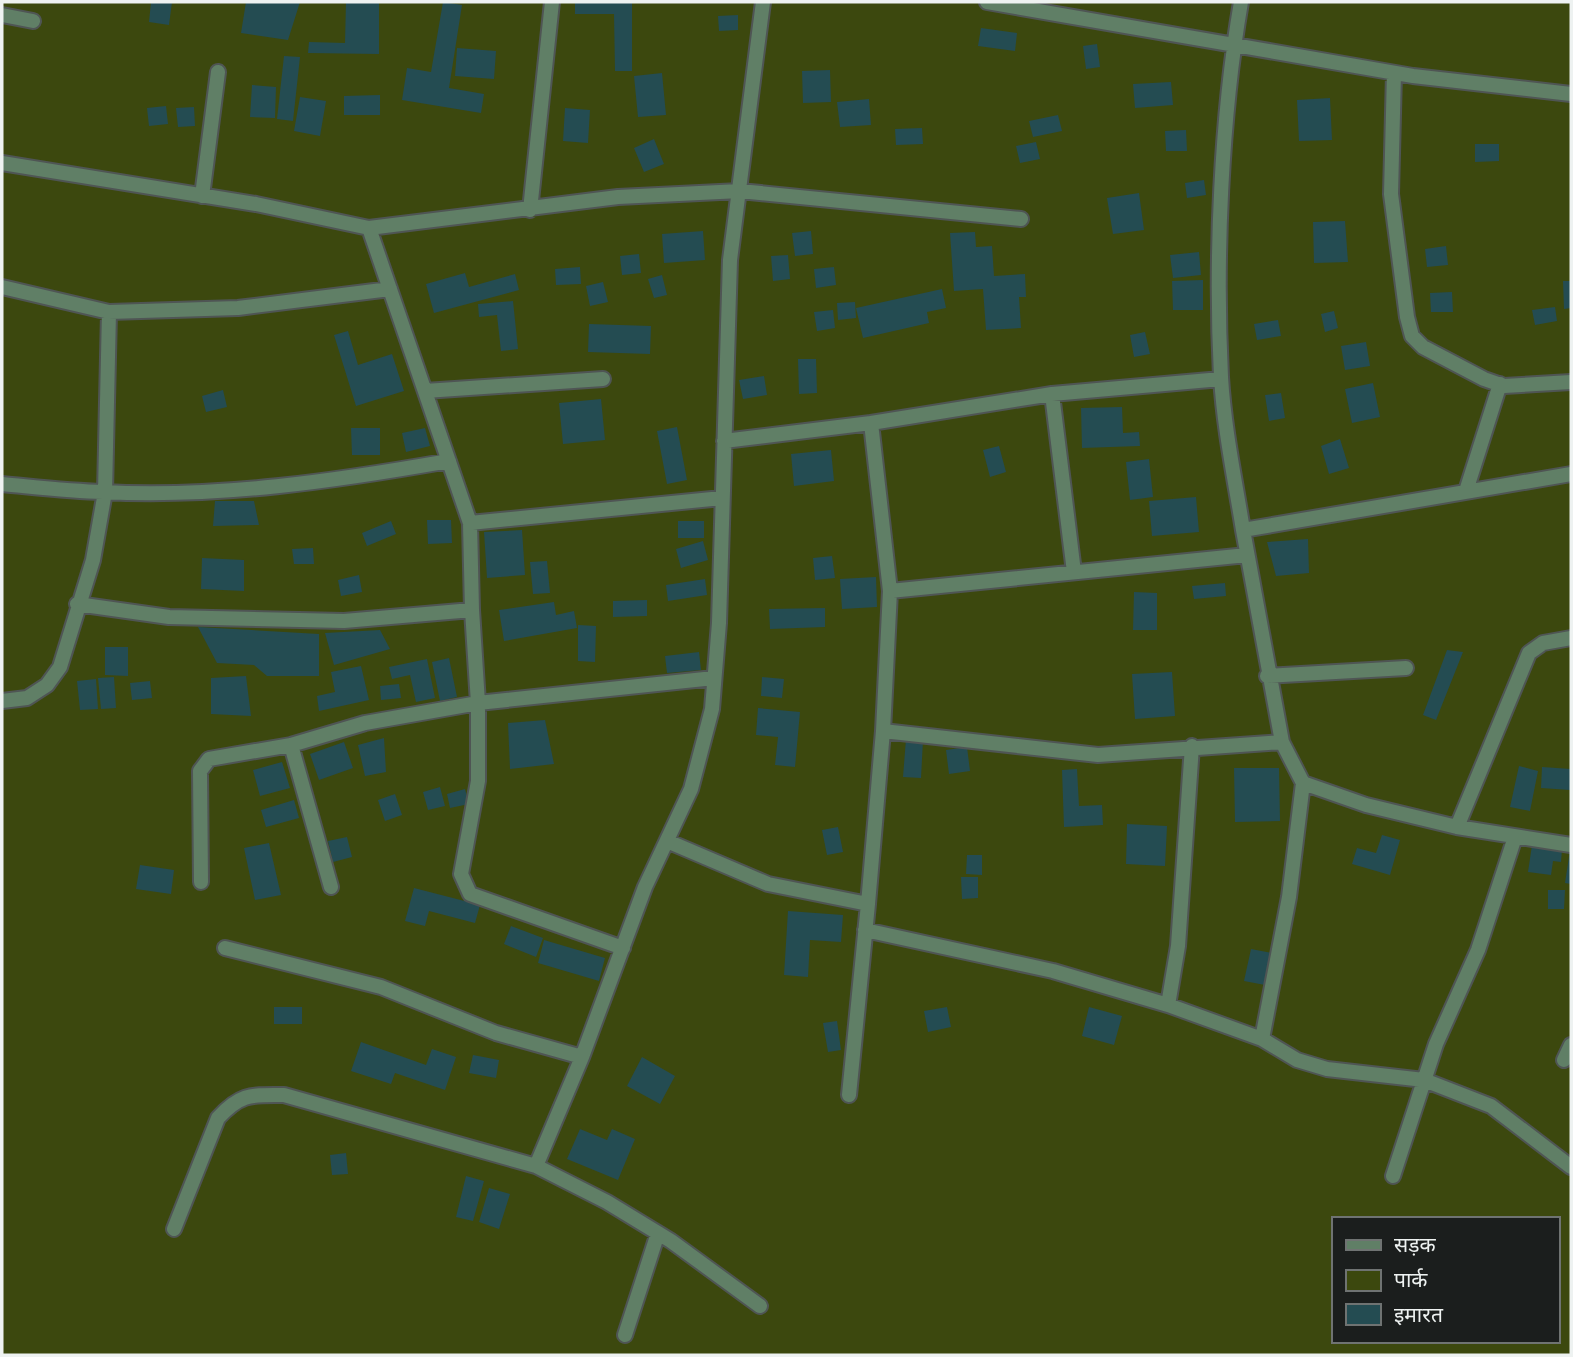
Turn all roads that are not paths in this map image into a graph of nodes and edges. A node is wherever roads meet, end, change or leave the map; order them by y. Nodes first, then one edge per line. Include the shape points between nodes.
1 (552, 2) edge
2 (763, 2) edge
3 (987, 2) edge
4 (1241, 2) edge
5 (2, 15) edge
6 (33, 21) dead end
7 (1233, 47) junction
8 (218, 72) dead end
9 (1394, 73) junction
10 (1571, 94) edge
11 (2, 163) edge
12 (740, 191) junction
13 (202, 195) junction
14 (530, 210) junction
15 (1021, 219) dead end
16 (369, 228) junction
17 (2, 287) edge
18 (390, 289) junction
19 (109, 312) junction
20 (603, 379) dead end
21 (1221, 379) junction
22 (1571, 382) edge
23 (1500, 384) junction
24 (425, 391) junction
25 (1052, 394) junction
26 (871, 423) junction
27 (724, 441) junction
28 (449, 461) junction
29 (1571, 474) edge
30 (2, 484) edge
31 (1466, 491) junction
32 (105, 492) junction
33 (722, 498) junction
34 (470, 523) junction
35 (1242, 530) junction
36 (1247, 555) junction
37 (1074, 572) junction
38 (890, 591) junction
39 (77, 604) junction
40 (472, 610) junction
41 (1571, 638) edge
42 (1406, 668) dead end
43 (1267, 676) junction
44 (714, 678) junction
45 (2, 701) edge
46 (478, 703) junction
47 (883, 731) junction
48 (1282, 742) junction
49 (291, 745) junction
50 (1192, 746) junction
51 (1303, 783) junction
52 (1457, 827) junction
53 (1515, 836) junction
54 (667, 841) junction
55 (1571, 845) edge
56 (201, 882) dead end
57 (331, 887) dead end
58 (868, 904) junction
59 (865, 930) junction
60 (225, 948) dead end
61 (623, 948) junction
62 (1168, 1005) junction
63 (1262, 1039) junction
64 (1571, 1045) edge
65 (582, 1058) junction
66 (1564, 1060) dead end
67 (1424, 1080) junction
68 (849, 1096) dead end
69 (536, 1166) junction
70 (1571, 1167) edge
71 (1393, 1176) dead end
72 (174, 1229) dead end
73 (658, 1233) junction
74 (760, 1306) dead end
75 (625, 1335) dead end

1 - 14 street
2 - 12 street
3 - 7 street
4 - 7 street
5 - 6 street
7 - 9 street
7 - 21 street via 1220,231
8 - 13 street
9 - 10 street
9 - 23 street via 1391,194 1412,336 1444,360
11 - 13 street
12 - 14 street via 618,197
12 - 15 street
12 - 27 street via 730,261
13 - 16 street
14 - 16 street
16 - 18 street
17 - 19 street
18 - 19 street via 238,308
18 - 24 street
19 - 32 street
20 - 24 street
21 - 25 street
21 - 35 street
22 - 23 street
23 - 31 street
24 - 28 street
25 - 26 street
25 - 37 street
26 - 27 street
26 - 38 street
27 - 33 street
28 - 32 street via 342,480 230,490
28 - 34 street
29 - 31 street
30 - 32 street
31 - 35 street
32 - 39 street via 93,559
33 - 34 street
33 - 44 street
34 - 40 street
35 - 36 street
36 - 37 street
36 - 43 street
37 - 38 street
38 - 47 street
39 - 40 street via 169,617 344,621
39 - 45 street via 60,667 47,685 27,698
40 - 46 street
41 - 52 street via 1543,643 1529,653
42 - 43 street
43 - 48 street
44 - 46 street
44 - 54 street via 712,709 691,789
46 - 49 street via 365,723
46 - 61 street via 478,782 461,874 466,889
47 - 50 street via 1098,755
47 - 58 street
48 - 50 street
48 - 51 street
49 - 56 street via 226,755 203,764
49 - 57 street
50 - 62 street via 1178,946
51 - 52 street via 1366,805
51 - 63 street via 1289,897
52 - 53 street
53 - 55 street
53 - 67 street via 1478,950
54 - 58 street via 768,884
54 - 61 street
58 - 59 street
59 - 62 street via 1053,971
59 - 68 street
60 - 65 street via 380,987 496,1033
61 - 65 street
62 - 63 street
63 - 67 street via 1297,1060 1327,1069
64 - 66 street
65 - 69 street
67 - 70 street via 1491,1107
67 - 71 street
69 - 72 street via 284,1095 245,1096 218,1118
69 - 73 street
73 - 74 street
73 - 75 street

────────────────────

## Exercise
Repeat the data exactly as written, but without the pictures.

## Result of the task
Turn all roads that are not paths in this map image into a graph of nodes and edges. A node is wherever roads meet, end, change or leave the map; order them by y. Nodes first, then one edge per line. Include the shape points between nodes.
1 (552, 2) edge
2 (763, 2) edge
3 (987, 2) edge
4 (1241, 2) edge
5 (2, 15) edge
6 (33, 21) dead end
7 (1233, 47) junction
8 (218, 72) dead end
9 (1394, 73) junction
10 (1571, 94) edge
11 (2, 163) edge
12 (740, 191) junction
13 (202, 195) junction
14 (530, 210) junction
15 (1021, 219) dead end
16 (369, 228) junction
17 (2, 287) edge
18 (390, 289) junction
19 (109, 312) junction
20 (603, 379) dead end
21 (1221, 379) junction
22 (1571, 382) edge
23 (1500, 384) junction
24 (425, 391) junction
25 (1052, 394) junction
26 (871, 423) junction
27 (724, 441) junction
28 (449, 461) junction
29 (1571, 474) edge
30 (2, 484) edge
31 (1466, 491) junction
32 (105, 492) junction
33 (722, 498) junction
34 (470, 523) junction
35 (1242, 530) junction
36 (1247, 555) junction
37 (1074, 572) junction
38 (890, 591) junction
39 (77, 604) junction
40 (472, 610) junction
41 (1571, 638) edge
42 (1406, 668) dead end
43 (1267, 676) junction
44 (714, 678) junction
45 (2, 701) edge
46 (478, 703) junction
47 (883, 731) junction
48 (1282, 742) junction
49 (291, 745) junction
50 (1192, 746) junction
51 (1303, 783) junction
52 (1457, 827) junction
53 (1515, 836) junction
54 (667, 841) junction
55 (1571, 845) edge
56 (201, 882) dead end
57 (331, 887) dead end
58 (868, 904) junction
59 (865, 930) junction
60 (225, 948) dead end
61 (623, 948) junction
62 (1168, 1005) junction
63 (1262, 1039) junction
64 (1571, 1045) edge
65 (582, 1058) junction
66 (1564, 1060) dead end
67 (1424, 1080) junction
68 (849, 1096) dead end
69 (536, 1166) junction
70 (1571, 1167) edge
71 (1393, 1176) dead end
72 (174, 1229) dead end
73 (658, 1233) junction
74 (760, 1306) dead end
75 (625, 1335) dead end

1 - 14 street
2 - 12 street
3 - 7 street
4 - 7 street
5 - 6 street
7 - 9 street
7 - 21 street via 1220,231
8 - 13 street
9 - 10 street
9 - 23 street via 1391,194 1412,336 1444,360
11 - 13 street
12 - 14 street via 618,197
12 - 15 street
12 - 27 street via 730,261
13 - 16 street
14 - 16 street
16 - 18 street
17 - 19 street
18 - 19 street via 238,308
18 - 24 street
19 - 32 street
20 - 24 street
21 - 25 street
21 - 35 street
22 - 23 street
23 - 31 street
24 - 28 street
25 - 26 street
25 - 37 street
26 - 27 street
26 - 38 street
27 - 33 street
28 - 32 street via 342,480 230,490
28 - 34 street
29 - 31 street
30 - 32 street
31 - 35 street
32 - 39 street via 93,559
33 - 34 street
33 - 44 street
34 - 40 street
35 - 36 street
36 - 37 street
36 - 43 street
37 - 38 street
38 - 47 street
39 - 40 street via 169,617 344,621
39 - 45 street via 60,667 47,685 27,698
40 - 46 street
41 - 52 street via 1543,643 1529,653
42 - 43 street
43 - 48 street
44 - 46 street
44 - 54 street via 712,709 691,789
46 - 49 street via 365,723
46 - 61 street via 478,782 461,874 466,889
47 - 50 street via 1098,755
47 - 58 street
48 - 50 street
48 - 51 street
49 - 56 street via 226,755 203,764
49 - 57 street
50 - 62 street via 1178,946
51 - 52 street via 1366,805
51 - 63 street via 1289,897
52 - 53 street
53 - 55 street
53 - 67 street via 1478,950
54 - 58 street via 768,884
54 - 61 street
58 - 59 street
59 - 62 street via 1053,971
59 - 68 street
60 - 65 street via 380,987 496,1033
61 - 65 street
62 - 63 street
63 - 67 street via 1297,1060 1327,1069
64 - 66 street
65 - 69 street
67 - 70 street via 1491,1107
67 - 71 street
69 - 72 street via 284,1095 245,1096 218,1118
69 - 73 street
73 - 74 street
73 - 75 street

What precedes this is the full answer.